The Chinese economy, already grappling with high unemployment, local government debt risks, and weak consumer and business sentiment, saw only limited effects from recent stimulus measures. Economist My Bui from investment management firm AMP noted that while China’s GDP growth is on track to reach 5% this year, weak consumption sentiment driven by falling home prices and economic uncertainties remains a significant hurdle.
In November, the urban unemployment rate held steady at 5%, but the youth jobless rate remains elevated, last reported at 17.1% in October. Consumer inflation slowed to a five-month low of 0.2% year-on-year, and the producer price index fell for the 26th consecutive month, signaling continued deflationary pressures. Imports dropped 3.9%, reflecting weak domestic demand, while exports rose 6.7%, below expectations.

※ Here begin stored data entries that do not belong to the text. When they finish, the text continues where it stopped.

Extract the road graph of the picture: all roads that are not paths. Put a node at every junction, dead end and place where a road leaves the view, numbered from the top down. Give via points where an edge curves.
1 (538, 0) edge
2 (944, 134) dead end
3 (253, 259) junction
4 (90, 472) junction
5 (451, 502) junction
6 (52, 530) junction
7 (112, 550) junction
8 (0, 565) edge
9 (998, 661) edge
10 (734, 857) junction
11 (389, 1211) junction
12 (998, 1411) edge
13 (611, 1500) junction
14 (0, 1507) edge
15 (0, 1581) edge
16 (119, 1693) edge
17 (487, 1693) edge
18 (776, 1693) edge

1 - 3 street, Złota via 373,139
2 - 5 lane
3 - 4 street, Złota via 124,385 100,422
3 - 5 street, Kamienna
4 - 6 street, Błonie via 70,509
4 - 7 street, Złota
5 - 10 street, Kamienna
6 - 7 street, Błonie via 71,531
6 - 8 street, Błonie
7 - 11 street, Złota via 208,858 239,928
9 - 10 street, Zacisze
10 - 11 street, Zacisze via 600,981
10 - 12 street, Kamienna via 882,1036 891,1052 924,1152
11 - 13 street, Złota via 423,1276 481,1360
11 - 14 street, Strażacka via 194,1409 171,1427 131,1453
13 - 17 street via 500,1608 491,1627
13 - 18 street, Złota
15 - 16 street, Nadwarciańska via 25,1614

To counter these headwinds, Chinese policymakers have pledged to implement proactive fiscal measures and moderately loose monetary policies in 2024, with a renewed focus on boosting domestic consumption. Recent steps include interest rate cuts, eased property purchase restrictions, and a five-year, 10 trillion yuan program to address local government debt.
Although trade-in programs for used goods have bolstered sales of home appliances, furniture, and cars, broader consumption-focused policies are yet to materialize. Specific plans to stimulate demand are expected to be unveiled at China’s annual legislative sessions in March.